EXERCISE DIRECTIONS :: Answer with one number: the count of lines in the listing below that hold the word "PASCACK".

DATA IN THIS EXERCISE ::
════

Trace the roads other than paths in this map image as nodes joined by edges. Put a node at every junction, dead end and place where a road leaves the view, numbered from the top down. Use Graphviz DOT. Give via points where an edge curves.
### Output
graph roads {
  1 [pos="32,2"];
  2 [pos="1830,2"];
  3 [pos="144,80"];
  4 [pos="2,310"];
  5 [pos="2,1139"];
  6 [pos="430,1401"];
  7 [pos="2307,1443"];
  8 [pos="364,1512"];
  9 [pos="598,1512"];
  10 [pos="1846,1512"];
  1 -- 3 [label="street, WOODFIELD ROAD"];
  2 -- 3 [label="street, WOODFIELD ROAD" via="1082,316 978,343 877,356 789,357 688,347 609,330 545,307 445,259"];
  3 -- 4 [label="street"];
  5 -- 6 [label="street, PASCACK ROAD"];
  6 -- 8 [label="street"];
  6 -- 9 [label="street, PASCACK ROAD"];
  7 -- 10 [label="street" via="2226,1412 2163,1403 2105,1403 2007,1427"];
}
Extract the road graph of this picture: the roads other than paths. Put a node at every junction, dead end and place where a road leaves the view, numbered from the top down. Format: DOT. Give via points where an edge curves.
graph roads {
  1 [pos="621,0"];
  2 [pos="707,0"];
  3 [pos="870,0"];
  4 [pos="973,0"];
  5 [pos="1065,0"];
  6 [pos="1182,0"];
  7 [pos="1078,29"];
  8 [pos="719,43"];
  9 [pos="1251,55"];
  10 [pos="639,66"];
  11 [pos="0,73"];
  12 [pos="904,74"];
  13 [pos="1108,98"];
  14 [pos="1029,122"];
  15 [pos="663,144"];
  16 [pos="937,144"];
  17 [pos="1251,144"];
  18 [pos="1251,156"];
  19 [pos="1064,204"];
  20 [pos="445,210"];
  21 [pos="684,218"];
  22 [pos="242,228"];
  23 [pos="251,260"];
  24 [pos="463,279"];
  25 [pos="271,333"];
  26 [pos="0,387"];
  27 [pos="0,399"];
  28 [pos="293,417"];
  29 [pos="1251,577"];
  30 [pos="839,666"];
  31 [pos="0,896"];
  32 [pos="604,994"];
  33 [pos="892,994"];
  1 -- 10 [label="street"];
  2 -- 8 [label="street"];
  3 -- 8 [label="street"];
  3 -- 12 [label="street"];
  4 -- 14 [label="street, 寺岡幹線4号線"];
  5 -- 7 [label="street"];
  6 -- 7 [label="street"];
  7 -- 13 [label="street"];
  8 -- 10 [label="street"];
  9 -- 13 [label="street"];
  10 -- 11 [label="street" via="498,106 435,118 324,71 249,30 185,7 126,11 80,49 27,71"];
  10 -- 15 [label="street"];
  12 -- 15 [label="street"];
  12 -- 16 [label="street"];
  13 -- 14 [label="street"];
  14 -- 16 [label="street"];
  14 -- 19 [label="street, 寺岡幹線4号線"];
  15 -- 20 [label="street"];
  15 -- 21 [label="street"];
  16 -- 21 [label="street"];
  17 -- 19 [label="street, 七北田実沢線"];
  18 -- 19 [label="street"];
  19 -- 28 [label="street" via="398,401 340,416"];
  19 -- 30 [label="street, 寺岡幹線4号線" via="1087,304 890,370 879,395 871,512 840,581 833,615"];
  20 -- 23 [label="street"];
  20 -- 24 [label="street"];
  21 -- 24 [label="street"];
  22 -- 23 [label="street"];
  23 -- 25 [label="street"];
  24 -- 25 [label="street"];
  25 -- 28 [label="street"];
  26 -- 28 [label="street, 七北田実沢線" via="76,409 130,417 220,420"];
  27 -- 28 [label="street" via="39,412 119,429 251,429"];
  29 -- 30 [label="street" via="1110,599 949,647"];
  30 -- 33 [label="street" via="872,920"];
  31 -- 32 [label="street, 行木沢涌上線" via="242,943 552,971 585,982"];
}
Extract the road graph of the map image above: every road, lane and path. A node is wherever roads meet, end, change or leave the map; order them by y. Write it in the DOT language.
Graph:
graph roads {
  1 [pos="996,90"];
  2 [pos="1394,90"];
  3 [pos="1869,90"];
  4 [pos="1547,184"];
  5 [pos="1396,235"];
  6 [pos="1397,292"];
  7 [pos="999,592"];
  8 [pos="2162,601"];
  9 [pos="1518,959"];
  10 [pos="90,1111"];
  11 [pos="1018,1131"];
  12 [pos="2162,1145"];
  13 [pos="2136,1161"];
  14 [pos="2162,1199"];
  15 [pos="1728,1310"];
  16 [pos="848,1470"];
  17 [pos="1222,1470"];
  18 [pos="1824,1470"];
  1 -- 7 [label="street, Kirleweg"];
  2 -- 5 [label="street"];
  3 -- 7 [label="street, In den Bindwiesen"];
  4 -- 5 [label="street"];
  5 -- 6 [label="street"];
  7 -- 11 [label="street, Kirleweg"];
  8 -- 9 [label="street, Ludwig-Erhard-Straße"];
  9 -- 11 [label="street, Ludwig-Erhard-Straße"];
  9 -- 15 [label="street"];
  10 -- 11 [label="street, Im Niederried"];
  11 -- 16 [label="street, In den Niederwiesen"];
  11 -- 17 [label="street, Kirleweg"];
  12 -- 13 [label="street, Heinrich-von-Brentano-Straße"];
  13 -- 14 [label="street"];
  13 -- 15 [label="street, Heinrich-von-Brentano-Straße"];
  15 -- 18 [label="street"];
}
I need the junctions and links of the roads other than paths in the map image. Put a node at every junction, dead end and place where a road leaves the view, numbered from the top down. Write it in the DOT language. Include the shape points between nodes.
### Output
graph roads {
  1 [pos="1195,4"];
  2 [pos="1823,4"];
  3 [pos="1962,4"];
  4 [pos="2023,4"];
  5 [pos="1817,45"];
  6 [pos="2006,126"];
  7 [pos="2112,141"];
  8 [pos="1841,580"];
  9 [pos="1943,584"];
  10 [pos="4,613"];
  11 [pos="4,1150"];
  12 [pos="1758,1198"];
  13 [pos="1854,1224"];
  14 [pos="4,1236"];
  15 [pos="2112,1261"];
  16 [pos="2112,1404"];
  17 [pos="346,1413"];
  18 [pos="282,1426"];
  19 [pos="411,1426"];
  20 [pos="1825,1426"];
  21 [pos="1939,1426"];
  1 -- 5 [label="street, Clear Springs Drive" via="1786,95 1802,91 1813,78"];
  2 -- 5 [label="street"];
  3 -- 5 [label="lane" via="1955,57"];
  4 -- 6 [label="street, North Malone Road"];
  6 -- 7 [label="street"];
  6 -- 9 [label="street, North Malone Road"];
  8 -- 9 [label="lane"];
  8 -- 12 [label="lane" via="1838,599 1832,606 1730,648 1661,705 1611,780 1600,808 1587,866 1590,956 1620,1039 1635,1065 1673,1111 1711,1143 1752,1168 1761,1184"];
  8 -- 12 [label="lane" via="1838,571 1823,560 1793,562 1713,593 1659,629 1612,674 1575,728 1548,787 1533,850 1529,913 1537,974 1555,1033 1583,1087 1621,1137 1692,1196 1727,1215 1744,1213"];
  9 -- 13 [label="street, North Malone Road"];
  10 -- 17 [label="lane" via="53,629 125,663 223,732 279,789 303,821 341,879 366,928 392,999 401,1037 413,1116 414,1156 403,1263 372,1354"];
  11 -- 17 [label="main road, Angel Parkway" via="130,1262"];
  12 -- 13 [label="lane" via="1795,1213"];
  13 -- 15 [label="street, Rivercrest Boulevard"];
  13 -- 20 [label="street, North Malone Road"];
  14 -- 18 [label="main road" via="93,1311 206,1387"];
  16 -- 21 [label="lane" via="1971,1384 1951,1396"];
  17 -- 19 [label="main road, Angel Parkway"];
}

════

RESULT :: 2